→ **GOAL OF THE EXERCISE**
Among the lines of the entries below, count those containing the word "highway" and answer with the number only.

= = = = =

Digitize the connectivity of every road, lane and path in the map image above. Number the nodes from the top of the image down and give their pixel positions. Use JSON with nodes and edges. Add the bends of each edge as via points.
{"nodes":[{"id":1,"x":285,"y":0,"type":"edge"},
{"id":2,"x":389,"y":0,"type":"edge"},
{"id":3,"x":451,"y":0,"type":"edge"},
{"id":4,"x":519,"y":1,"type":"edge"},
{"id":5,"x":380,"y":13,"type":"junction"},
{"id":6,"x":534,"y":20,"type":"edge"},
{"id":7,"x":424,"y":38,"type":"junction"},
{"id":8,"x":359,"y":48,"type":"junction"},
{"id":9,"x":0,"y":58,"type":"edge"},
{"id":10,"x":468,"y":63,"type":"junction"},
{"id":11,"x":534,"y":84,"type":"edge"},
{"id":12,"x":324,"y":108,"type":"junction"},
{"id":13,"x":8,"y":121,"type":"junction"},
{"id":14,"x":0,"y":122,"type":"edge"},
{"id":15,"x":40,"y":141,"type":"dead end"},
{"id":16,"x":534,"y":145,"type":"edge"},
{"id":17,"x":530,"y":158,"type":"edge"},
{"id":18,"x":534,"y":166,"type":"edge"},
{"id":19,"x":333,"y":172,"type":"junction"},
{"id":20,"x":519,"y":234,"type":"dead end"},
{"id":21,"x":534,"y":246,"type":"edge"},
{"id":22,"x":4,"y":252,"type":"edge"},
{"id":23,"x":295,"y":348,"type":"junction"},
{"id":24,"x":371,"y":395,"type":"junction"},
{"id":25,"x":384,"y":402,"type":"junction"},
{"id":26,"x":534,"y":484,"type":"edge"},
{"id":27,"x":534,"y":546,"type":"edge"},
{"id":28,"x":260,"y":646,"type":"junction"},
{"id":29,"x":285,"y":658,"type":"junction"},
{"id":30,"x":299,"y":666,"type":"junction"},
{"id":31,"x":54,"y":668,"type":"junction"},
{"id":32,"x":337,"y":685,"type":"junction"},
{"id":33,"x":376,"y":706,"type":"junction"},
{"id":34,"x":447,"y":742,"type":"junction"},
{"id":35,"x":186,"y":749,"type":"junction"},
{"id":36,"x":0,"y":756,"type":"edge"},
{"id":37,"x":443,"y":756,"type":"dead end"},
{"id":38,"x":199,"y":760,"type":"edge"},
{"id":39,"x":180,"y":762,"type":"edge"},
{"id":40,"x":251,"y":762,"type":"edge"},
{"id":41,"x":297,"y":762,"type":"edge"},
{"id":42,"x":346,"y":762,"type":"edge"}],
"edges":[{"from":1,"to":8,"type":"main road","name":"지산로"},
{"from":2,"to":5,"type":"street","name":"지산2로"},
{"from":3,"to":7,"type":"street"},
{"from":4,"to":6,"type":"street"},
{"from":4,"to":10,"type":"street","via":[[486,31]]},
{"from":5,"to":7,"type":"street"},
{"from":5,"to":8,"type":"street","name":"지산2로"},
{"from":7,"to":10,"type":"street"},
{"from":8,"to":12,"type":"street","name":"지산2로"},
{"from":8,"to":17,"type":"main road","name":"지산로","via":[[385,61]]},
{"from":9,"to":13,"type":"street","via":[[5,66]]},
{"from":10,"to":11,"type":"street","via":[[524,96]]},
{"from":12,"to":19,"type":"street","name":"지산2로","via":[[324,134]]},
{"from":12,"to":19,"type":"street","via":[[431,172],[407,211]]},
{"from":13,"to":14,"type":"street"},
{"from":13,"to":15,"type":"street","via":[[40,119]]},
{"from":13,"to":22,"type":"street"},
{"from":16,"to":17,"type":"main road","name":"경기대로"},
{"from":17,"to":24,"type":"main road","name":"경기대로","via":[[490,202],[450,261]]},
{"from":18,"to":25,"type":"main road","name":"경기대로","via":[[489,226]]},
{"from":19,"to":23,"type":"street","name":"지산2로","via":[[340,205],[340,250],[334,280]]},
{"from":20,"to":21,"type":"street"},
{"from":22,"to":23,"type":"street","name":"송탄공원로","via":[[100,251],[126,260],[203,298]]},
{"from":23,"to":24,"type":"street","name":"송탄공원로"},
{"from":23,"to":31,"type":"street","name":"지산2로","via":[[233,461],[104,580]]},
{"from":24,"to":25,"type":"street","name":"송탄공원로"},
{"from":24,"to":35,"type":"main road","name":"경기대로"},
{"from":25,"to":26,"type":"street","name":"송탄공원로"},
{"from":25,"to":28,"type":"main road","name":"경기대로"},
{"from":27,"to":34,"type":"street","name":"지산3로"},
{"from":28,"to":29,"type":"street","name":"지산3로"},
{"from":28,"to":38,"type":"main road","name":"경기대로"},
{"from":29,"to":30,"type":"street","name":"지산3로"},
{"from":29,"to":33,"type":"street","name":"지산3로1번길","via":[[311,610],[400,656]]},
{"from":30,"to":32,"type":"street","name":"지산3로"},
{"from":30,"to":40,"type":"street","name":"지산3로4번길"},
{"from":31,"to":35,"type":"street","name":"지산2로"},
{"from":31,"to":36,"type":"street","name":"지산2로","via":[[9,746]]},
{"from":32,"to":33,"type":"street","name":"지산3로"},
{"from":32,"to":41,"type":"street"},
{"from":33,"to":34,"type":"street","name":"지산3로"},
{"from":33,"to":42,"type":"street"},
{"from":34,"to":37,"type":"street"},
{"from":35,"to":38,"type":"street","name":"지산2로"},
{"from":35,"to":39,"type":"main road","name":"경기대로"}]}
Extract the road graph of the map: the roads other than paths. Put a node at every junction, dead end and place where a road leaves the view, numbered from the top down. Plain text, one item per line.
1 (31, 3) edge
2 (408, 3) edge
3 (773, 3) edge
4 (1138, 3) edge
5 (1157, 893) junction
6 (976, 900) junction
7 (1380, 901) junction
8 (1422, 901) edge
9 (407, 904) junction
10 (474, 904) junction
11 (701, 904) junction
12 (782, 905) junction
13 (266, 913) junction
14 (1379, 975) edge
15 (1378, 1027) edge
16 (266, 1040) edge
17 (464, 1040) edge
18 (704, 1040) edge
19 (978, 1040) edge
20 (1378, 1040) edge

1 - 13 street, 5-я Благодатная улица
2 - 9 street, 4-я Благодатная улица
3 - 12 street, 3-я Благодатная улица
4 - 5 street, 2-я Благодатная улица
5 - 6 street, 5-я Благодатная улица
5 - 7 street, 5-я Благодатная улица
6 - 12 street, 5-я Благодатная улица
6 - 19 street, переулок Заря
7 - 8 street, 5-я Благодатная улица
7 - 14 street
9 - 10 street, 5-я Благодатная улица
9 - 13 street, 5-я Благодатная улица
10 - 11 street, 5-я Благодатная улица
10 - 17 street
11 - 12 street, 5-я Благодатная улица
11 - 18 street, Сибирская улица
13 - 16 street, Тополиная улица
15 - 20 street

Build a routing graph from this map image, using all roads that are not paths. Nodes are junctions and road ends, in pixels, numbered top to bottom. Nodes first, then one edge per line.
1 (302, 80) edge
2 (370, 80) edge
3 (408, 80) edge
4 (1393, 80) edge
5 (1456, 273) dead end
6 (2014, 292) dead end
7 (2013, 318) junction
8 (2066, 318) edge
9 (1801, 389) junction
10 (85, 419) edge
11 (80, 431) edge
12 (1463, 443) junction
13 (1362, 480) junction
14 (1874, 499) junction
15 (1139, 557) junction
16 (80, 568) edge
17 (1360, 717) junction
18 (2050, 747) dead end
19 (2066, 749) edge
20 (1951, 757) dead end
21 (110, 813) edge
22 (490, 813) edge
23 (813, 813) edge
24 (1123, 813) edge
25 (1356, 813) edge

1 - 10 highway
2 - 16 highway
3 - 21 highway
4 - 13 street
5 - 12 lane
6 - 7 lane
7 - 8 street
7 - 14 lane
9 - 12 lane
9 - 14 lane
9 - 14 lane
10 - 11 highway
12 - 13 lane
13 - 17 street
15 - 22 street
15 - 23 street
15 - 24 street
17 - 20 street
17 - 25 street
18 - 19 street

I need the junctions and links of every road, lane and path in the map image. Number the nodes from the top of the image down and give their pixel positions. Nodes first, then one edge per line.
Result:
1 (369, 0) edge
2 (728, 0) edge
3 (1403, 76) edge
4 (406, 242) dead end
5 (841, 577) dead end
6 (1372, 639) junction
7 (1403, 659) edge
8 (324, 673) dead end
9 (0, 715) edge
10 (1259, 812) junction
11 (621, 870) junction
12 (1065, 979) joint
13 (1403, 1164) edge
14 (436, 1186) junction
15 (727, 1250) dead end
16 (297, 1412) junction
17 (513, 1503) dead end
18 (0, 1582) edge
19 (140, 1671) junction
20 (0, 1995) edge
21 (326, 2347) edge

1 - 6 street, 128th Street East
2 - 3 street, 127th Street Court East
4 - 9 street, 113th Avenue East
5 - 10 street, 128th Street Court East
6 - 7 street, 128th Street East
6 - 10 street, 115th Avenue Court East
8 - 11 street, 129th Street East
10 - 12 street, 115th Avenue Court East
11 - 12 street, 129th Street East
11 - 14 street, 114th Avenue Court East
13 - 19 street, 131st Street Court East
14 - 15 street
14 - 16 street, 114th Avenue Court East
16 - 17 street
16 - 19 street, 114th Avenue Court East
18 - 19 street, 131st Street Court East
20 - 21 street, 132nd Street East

= = = = =

→ **RESPONSE AREA**
4